Is it any wonder that I loved Photograph 51, a fascinating drama at Live Theatre Workshop that made me fall for the double helix all over again? Anna Ziegler's play tells the story of Rosalind Franklin (Lori Hunt), a scientist who didn't get much credit for her role in discovering the structure of DNA.

In a brisk 90 minutes, Photograph 51 brings into focus the brilliant Rosalind—sorry, Dr. Franklin—and her meticulous work in the male-dominated labs of the early 1950s.

The play covers the unhappy couple of years she worked at King's College London with senior researcher Maurice Wilkins (Brian Wees). They got off on the wrong foot and never really got along.

"You don't have to try to win me over," she informs him. "In fact, you shouldn't try to win me over because you won't succeed. I'm not that type of person."

The type of person depicted on stage and largely supported by those who knew her was prickly, superior and not given to small talk. She was quick to find offense, but then again, it sure wasn't hard to find.

Her specialty—indeed, her obsession—was X-ray diffraction photography. After countless failed attempts, she captured an image of a DNA strand that revealed its double-helical structure. Wilkins, without her knowledge, showed Franklin's "Photo 51" to James Watson (Nick Trice), a rival researcher who was among those racing to identify the structure of DNA.

Watson, who immediately recognized the enormous significance of Franklin's picture, used it to scoop the King's College team. He and his partner, Francis Crick, (Steve McKee) published their game-changing paper with precious little acknowledgement of Franklin or of her assistant, Ray Gosling (Matt Brown).

Franklin, known for her rigorous methodology and pathological aversion to assumptions, did not share the Nobel Prize won in 1962 by Watson, Crick and Wilkins. She died of ovarian cancer in 1958 at the age of 37.

Hunt, a veteran Tucson actor, holds the LTW show together with her smart, no-nonsense performance as the smart, no-nonsense Franklin. Hunt avoids any temptation to soften the woman's hard edges. And because she allows not a shred of sentimentality to worm its way into her portrayal, the play's emotional impact sneaks up on the audience. When we finally get a glimpse of Franklin's vulnerability, it's powerful stuff.

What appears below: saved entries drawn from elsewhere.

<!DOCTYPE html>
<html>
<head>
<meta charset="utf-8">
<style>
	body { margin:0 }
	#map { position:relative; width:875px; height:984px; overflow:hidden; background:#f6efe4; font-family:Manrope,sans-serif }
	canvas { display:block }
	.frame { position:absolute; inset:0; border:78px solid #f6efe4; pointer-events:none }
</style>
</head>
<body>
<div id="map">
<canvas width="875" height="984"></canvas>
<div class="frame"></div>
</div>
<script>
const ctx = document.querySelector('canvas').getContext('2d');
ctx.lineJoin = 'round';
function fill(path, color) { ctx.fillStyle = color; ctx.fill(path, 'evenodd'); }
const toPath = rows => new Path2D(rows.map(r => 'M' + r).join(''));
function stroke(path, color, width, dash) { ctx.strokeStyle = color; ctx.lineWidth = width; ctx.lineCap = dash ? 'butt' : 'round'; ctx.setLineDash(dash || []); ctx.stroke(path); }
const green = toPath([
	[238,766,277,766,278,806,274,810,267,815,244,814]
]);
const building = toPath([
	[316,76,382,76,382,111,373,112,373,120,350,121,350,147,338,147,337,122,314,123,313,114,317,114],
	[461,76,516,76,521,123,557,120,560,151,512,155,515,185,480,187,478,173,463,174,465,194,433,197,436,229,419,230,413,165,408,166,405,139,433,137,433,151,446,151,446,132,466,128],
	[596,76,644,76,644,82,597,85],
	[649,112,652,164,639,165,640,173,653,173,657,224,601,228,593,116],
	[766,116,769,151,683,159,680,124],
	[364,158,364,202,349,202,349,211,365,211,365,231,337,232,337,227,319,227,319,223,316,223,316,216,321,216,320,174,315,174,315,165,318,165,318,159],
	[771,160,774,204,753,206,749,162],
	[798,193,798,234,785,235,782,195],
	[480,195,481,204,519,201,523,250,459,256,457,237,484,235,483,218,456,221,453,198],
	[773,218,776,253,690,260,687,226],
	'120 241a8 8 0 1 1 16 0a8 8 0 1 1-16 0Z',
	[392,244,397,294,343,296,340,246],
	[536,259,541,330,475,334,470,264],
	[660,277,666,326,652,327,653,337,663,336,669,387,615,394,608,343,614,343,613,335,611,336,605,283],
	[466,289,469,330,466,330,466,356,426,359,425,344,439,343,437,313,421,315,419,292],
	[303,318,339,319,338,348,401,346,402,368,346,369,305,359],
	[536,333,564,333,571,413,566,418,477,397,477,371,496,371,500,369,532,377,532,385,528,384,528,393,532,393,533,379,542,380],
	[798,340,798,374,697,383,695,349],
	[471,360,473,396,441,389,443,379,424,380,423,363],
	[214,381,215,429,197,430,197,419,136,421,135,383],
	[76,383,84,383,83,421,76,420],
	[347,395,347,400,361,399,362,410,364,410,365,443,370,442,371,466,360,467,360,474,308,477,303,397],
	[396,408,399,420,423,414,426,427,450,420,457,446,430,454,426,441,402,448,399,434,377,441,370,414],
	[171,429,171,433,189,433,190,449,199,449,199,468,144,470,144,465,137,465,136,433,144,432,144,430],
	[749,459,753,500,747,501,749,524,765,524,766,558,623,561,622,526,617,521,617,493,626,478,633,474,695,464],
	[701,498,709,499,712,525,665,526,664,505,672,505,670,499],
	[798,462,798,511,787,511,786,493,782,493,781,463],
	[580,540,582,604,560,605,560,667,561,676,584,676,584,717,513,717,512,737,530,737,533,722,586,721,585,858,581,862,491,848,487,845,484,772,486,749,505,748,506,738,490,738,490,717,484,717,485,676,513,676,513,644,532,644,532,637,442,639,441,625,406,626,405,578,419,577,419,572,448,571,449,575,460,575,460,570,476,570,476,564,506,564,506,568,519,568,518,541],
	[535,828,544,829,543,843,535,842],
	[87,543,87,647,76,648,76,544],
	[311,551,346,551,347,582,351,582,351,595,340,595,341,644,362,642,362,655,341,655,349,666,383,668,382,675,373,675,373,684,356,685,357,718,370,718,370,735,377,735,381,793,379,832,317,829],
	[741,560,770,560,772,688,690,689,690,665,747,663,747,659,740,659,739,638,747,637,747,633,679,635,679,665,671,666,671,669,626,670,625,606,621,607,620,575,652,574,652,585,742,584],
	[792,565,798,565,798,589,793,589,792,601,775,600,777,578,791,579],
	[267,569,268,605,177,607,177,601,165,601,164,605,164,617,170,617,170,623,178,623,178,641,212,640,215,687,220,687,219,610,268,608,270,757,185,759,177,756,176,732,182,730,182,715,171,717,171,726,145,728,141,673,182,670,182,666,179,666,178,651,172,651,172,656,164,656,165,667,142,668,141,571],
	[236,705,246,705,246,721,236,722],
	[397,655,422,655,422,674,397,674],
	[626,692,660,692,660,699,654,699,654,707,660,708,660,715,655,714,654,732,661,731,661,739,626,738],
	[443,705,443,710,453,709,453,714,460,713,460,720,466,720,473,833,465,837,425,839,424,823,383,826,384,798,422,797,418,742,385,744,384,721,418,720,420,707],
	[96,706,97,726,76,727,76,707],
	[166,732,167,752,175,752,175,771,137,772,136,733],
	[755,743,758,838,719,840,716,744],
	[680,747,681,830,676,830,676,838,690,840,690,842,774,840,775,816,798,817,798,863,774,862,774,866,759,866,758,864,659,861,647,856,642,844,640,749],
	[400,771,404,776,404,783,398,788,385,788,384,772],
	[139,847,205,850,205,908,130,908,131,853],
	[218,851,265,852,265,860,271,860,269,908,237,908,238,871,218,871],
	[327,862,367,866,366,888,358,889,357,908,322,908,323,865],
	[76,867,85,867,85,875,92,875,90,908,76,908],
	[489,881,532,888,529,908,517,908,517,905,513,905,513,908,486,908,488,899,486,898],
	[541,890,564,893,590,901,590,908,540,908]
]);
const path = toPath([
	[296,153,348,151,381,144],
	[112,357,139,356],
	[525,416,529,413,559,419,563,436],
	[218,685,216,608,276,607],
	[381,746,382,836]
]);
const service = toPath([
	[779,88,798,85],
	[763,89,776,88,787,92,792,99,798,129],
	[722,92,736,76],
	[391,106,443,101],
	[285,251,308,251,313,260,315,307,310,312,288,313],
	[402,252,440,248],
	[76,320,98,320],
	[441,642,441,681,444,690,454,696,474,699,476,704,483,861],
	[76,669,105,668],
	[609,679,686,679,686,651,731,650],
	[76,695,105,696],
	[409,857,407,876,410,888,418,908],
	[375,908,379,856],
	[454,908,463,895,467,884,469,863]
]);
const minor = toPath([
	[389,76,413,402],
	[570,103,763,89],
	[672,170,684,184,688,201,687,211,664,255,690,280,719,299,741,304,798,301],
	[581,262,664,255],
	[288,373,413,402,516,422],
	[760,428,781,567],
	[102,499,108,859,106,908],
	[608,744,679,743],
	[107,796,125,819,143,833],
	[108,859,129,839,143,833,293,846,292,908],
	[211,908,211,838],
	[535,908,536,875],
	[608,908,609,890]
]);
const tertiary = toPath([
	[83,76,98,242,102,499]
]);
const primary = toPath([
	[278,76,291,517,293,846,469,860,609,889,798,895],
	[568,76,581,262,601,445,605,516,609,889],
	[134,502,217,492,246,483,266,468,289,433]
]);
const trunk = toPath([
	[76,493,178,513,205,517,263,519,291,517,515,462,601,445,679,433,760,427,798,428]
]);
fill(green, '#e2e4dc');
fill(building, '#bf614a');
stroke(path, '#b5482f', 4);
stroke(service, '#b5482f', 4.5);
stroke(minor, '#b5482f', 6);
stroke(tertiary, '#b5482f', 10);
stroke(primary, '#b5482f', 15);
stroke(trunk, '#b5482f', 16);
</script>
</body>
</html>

Hunt's performance is emblematic of the entire show. Under the direction of Sabian Trout, now in her eighth year as artistic director of LTW, Photograph 51 respects our intelligence from beginning to end. The heartfelt payoff, when it comes, is well earned.

You'll likely learn a few things along the way, but don't get the wrong idea from my description. This is not a humorless, pedantic, take-your-medicine experience.

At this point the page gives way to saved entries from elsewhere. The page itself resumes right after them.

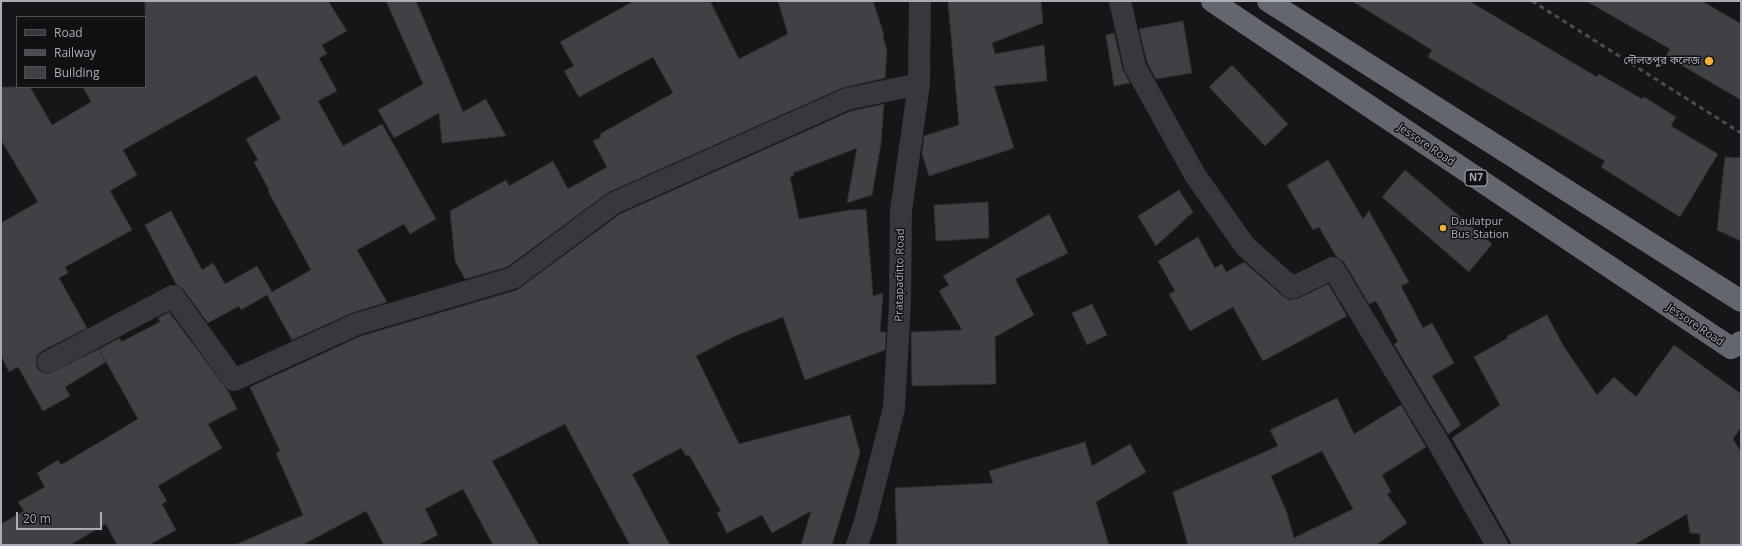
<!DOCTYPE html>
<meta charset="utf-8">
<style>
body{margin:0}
#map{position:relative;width:1742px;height:546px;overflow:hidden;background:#161618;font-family:"Open Sans",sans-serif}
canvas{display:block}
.frame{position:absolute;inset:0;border:2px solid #a8adb8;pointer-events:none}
.legend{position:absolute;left:16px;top:16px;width:130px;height:72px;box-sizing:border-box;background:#111113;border:1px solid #4d4f55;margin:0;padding:5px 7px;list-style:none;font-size:12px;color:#a8adb8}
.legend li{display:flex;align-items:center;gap:8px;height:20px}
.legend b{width:20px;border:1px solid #4d4f55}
.scale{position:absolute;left:16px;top:512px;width:86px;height:18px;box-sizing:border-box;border:2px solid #a8adb8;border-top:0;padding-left:5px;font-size:12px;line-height:14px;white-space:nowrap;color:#a8adb8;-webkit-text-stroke:3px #111113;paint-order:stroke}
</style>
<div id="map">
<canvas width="1742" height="546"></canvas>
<div class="frame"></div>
<ul class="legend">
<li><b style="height:5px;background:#37383d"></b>Road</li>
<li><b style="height:5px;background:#4a4c52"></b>Railway</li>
<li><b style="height:11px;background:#404145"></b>Building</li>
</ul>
<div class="scale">20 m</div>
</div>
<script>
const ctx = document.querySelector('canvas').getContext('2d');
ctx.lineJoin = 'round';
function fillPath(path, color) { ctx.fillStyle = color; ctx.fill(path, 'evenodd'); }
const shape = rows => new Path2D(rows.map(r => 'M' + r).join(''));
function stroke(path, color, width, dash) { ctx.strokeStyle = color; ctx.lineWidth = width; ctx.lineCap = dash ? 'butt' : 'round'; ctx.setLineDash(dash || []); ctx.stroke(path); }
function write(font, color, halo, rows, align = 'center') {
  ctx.font = font + ' "Open Sans","Noto Sans Bengali",sans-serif'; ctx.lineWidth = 3; ctx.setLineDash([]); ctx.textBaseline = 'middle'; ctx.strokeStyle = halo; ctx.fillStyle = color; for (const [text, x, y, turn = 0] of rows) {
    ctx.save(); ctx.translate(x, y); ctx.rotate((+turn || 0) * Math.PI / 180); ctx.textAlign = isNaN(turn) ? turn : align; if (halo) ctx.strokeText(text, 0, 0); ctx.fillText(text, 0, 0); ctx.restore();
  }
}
const building = shape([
 [145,1,328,1,347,31,322,45,327,54,319,58,337,91,318,101,343,146,382,124,436,219,410,234,404,224,357,250,387,302,352,313,292,340,267,295,241,310,239,306,208,323,183,289,176,284,145,225,171,211,202,270,213,263,225,284,257,266,272,292,311,270,268,191,269,190,254,162,258,160,246,139,281,119,256,75,123,150,137,175,110,191,132,230,65,267,68,273,59,278,87,328,42,351,37,356,36,362,37,368,41,372,48,374,99,349,106,362,65,387,70,396,43,411,18,367,9,372,1,355,1,223,38,202,1,140,1,87,30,87,52,125,91,102,83,87,145,87,145,1],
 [386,1,416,1,463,112,486,99,506,136,442,143,439,113,394,138,378,110,423,84,386,1],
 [634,1,710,1,739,59,788,34,778,1,873,1,884,35,883,36,887,51,885,78,842,88,609,192,507,267,465,279,455,261,450,211,506,180,509,186,553,161,568,189,607,167,593,141,601,137,600,134,673,93,653,57,579,97,564,71,574,66,560,42,634,1],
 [948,1,1041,1,1043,23,992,43,995,54,1044,45,1047,81,994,86,1014,148,929,176,922,154,924,136,959,125,948,1],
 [1352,1,1469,1,1597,77,1599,74,1642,99,1644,97,1676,117,1671,126,1718,154,1680,217,1601,167,1605,161,1428,57,1432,50,1352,1],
 [1586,1,1702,1,1741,24,1741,100,1666,56,1670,49,1586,1],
 [1183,21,1192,73,1156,79,1147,62,1139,29,1183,21],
 [1114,33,1123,70,1130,83,1114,86,1106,35,1114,33],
 [1232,65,1288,124,1265,146,1209,87,1232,65],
 [884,104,881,143,872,195,847,203,857,148,793,173,794,176,790,177,799,219,850,210,866,209,873,296,883,293,880,332,886,332,885,350,805,380,783,317,737,335,696,356,739,444,850,415,860,453,832,545,801,545,811,511,772,533,762,515,727,533,717,513,721,511,689,455,686,456,681,448,632,474,670,545,630,545,565,424,492,461,539,545,493,545,463,489,425,509,438,535,418,545,384,545,366,511,302,545,235,545,303,515,276,453,280,451,250,387,361,336,517,290,620,214,851,111,884,104],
 [1725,157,1741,158,1741,241,1717,230,1725,157],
 [1328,160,1363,219,1369,211,1409,282,1401,286,1423,328,1432,323,1454,363,1432,376,1461,425,1448,434,1394,344,1398,342,1376,301,1369,304,1344,262,1336,256,1319,227,1313,230,1287,185,1328,160],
 [1405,170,1492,244,1469,272,1382,197,1405,170],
 [1179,190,1193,212,1156,246,1138,216,1179,190],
 [988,202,989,238,936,241,934,205,988,202],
 [1049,214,1068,253,1015,279,1034,315,995,337,996,384,912,386,911,332,962,330,939,291,949,285,943,276,1049,214],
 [1198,237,1215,268,1222,264,1226,272,1244,262,1284,297,1290,300,1297,299,1328,284,1347,316,1263,361,1233,307,1190,331,1169,294,1175,291,1158,261,1198,237],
 [1092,304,1107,335,1087,345,1072,313,1092,304],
 [169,312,228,391,237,409,208,424,222,448,158,486,167,501,162,504,176,530,149,545,117,545,106,524,70,545,1,545,1,524,24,511,18,502,45,487,37,473,58,460,61,465,138,419,99,349,120,338,121,342,160,322,158,318,169,312],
 [1547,315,1564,347,1597,395,1614,377,1636,397,1674,345,1741,394,1741,427,1733,439,1741,452,1741,545,1700,545,1700,534,1690,533,1687,514,1634,545,1512,545,1452,438,1500,405,1474,357,1508,338,1507,336,1547,315],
 [1337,398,1354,434,1401,405,1426,447,1382,475,1391,492,1387,494,1407,523,1376,545,1188,545,1173,492,1278,446,1270,430,1337,398],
 [1322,451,1353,509,1294,538,1287,513,1271,476,1322,451],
 [1085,442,1092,466,1130,444,1146,472,1096,502,1109,545,897,545,895,488,993,483,989,471,1085,442]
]);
fillPath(building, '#404145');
stroke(building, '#303034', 1);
stroke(shape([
 [1120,1,1135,67,1195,175,1245,246,1292,288,1333,268,1439,444,1497,545],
 [48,362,173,296,234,380,357,324,513,278,614,203,847,99,919,84],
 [857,545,865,522,894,408,900,302,901,211,919,84,920,1]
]), '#37383d', 22);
stroke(shape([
 [1212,1,1731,348,1741,342],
 [1268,1,1741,301]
]), '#63666e', 22);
stroke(shape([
 [1532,1,1741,133]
]), '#4a4c52', 3, [5, 4]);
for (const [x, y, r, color] of [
 [1709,61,5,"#f2b134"],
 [1443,228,4,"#f2b134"]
]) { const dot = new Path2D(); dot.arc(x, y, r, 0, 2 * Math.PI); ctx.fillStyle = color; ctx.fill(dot); stroke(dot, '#111113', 1.5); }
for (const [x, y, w] of [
 [1476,178,22]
]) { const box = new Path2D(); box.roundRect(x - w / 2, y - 8, w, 16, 3); ctx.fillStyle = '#111113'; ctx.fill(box); stroke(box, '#a8adb8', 1); }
write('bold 10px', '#a8adb8', null, [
 ["N7",1476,178]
]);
write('11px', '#a8adb8', '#111113', [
 ["দৌলতপুর কলেজ",1700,61],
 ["Daulatpur",1451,222,"left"],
 ["Bus Station",1451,235,"left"]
], 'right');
write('11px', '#a8adb8', '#111113', [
 ["Jessore Road",1426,145,34],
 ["Pratapaditto Road",900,275,-89],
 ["Jessore Road",1695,325,34]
]);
</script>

Trice earns plenty of laughs with an inventive, exacting performance as Watson, who shoots a withering look in Franklin's direction every chance he gets. Among other things, his performance emerges as the best argument for colorblind casting I've seen since his last performance (as the romantic lead in Winding Road's Cabaret).

Matthew Copley is equally effective as Don Casper, a researcher who is dazzled by Franklin's photography and says so in a series of letters to her. When the two finally meet in person, it's more than just a meeting of beautiful minds. Their shared experience as Jews in a world still reeling from World War II is mostly unspoken but very real.

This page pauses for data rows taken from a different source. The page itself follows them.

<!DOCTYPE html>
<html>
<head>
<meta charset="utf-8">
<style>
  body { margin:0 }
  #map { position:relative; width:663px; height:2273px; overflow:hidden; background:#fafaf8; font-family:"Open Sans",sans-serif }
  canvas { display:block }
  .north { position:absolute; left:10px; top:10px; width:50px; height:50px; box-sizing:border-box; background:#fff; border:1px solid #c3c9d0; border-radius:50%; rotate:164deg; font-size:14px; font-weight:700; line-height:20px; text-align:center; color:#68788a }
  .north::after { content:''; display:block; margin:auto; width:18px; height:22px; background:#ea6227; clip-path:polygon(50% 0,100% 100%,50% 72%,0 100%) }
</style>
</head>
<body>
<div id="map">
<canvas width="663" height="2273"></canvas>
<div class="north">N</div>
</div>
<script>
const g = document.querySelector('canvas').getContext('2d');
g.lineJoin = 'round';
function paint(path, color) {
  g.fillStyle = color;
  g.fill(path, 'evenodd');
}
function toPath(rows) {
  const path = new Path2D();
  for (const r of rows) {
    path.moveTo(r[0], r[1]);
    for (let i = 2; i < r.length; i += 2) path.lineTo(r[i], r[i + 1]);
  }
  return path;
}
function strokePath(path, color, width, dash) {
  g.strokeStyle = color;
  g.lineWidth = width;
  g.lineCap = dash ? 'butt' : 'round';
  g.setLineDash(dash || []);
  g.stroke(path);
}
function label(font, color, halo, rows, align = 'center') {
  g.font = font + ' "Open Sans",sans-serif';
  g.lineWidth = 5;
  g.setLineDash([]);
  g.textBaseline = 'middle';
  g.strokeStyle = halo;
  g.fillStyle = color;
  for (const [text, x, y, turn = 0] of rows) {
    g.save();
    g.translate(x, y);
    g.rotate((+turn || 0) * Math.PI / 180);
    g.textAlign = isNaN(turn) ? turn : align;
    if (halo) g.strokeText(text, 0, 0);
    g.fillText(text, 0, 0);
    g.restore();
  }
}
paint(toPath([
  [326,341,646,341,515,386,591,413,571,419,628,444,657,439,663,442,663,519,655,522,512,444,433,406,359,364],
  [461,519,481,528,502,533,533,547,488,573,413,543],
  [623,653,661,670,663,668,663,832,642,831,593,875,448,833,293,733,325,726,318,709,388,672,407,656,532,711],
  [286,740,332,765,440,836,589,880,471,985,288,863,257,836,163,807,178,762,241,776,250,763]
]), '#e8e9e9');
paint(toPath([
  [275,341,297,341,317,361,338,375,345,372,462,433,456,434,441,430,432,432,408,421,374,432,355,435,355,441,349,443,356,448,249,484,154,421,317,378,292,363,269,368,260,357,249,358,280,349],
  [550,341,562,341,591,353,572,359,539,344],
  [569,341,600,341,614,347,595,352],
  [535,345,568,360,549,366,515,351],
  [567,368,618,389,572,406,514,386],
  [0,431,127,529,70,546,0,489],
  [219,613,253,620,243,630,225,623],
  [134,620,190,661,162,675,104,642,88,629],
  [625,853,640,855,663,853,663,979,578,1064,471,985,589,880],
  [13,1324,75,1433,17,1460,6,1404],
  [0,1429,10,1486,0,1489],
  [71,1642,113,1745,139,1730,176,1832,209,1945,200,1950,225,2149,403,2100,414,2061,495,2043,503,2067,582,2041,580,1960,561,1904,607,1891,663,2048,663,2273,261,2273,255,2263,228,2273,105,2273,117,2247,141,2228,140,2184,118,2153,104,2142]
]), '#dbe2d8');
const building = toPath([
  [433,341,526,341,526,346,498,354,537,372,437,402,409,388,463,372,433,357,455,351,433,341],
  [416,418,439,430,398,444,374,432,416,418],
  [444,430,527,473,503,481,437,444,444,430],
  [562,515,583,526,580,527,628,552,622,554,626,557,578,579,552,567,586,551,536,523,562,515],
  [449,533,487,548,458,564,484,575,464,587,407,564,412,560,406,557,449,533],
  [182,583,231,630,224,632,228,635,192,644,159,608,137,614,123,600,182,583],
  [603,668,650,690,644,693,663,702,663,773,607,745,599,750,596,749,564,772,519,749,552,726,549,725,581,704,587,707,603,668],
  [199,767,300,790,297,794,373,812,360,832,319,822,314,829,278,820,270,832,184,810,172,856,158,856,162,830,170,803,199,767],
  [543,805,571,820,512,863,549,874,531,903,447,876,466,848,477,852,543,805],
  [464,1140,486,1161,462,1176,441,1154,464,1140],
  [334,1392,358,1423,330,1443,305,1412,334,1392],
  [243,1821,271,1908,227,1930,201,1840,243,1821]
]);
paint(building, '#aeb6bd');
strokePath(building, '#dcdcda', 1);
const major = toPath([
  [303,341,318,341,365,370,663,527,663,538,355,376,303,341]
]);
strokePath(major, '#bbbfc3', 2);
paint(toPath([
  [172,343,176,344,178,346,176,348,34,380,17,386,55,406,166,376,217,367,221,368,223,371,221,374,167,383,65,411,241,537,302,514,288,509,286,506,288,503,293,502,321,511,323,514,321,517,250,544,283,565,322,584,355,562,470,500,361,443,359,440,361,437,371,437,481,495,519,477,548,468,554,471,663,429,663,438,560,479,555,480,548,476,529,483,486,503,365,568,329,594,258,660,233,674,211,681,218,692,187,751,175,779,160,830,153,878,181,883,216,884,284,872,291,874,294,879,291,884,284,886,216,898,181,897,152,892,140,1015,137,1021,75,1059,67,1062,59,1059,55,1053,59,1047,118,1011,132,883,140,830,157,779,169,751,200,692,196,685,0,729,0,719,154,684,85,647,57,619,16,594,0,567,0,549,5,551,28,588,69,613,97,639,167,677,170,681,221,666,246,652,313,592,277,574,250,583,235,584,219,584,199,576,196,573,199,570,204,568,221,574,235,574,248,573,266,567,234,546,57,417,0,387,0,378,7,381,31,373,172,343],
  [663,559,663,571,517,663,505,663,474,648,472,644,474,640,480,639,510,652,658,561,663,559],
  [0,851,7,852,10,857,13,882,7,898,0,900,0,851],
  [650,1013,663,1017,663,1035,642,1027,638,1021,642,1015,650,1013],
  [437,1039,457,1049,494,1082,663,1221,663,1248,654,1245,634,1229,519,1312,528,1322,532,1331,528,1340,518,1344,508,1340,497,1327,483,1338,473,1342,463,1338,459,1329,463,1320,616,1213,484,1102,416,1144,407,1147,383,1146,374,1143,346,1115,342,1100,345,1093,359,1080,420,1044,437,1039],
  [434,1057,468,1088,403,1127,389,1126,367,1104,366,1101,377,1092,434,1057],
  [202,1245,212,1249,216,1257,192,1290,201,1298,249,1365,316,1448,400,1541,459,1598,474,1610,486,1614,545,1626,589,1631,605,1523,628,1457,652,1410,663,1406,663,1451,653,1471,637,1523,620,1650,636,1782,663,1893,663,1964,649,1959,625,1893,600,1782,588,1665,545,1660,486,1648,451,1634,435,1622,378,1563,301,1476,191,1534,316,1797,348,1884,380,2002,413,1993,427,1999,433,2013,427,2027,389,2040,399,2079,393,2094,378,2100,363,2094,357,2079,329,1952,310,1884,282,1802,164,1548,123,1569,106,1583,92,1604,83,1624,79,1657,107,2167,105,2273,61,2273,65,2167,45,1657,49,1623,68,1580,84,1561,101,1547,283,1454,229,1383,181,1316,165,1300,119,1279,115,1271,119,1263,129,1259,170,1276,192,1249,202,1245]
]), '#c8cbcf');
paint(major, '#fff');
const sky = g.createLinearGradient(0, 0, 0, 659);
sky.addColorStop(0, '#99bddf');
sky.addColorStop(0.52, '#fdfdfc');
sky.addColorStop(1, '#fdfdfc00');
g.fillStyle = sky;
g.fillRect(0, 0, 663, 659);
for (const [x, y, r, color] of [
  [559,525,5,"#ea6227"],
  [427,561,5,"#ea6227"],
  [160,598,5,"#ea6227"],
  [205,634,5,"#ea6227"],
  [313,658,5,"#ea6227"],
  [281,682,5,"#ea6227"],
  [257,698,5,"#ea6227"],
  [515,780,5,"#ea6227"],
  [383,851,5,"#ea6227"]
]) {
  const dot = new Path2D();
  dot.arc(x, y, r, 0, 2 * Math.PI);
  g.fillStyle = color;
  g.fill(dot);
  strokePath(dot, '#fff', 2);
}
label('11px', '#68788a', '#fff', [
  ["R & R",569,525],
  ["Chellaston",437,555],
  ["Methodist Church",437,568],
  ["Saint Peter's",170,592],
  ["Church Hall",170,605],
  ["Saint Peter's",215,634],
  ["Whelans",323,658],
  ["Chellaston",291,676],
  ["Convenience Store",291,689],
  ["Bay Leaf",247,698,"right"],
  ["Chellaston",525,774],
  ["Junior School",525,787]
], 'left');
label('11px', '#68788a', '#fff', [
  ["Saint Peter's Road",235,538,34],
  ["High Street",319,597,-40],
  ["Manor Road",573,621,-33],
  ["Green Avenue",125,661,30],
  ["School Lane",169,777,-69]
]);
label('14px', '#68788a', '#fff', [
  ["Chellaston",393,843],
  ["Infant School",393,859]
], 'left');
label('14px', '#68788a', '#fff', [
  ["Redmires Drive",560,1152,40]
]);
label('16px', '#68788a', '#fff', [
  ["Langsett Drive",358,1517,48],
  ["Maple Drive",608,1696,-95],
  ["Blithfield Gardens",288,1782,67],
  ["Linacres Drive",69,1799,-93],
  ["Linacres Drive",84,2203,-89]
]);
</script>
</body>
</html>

Everyone in the ensemble handles the sometimes difficult material with apparent ease. Although the lighting is a disaster, the rest of the production design serves the cast reasonably well. The actors' efforts are neatly complemented by projections of historical photos.

When we finally see a picture of the real Franklin, a scientist who didn't know that she should have been in a hurry, the effect is astonishing. We feel like we know this woman, and we feel her loss.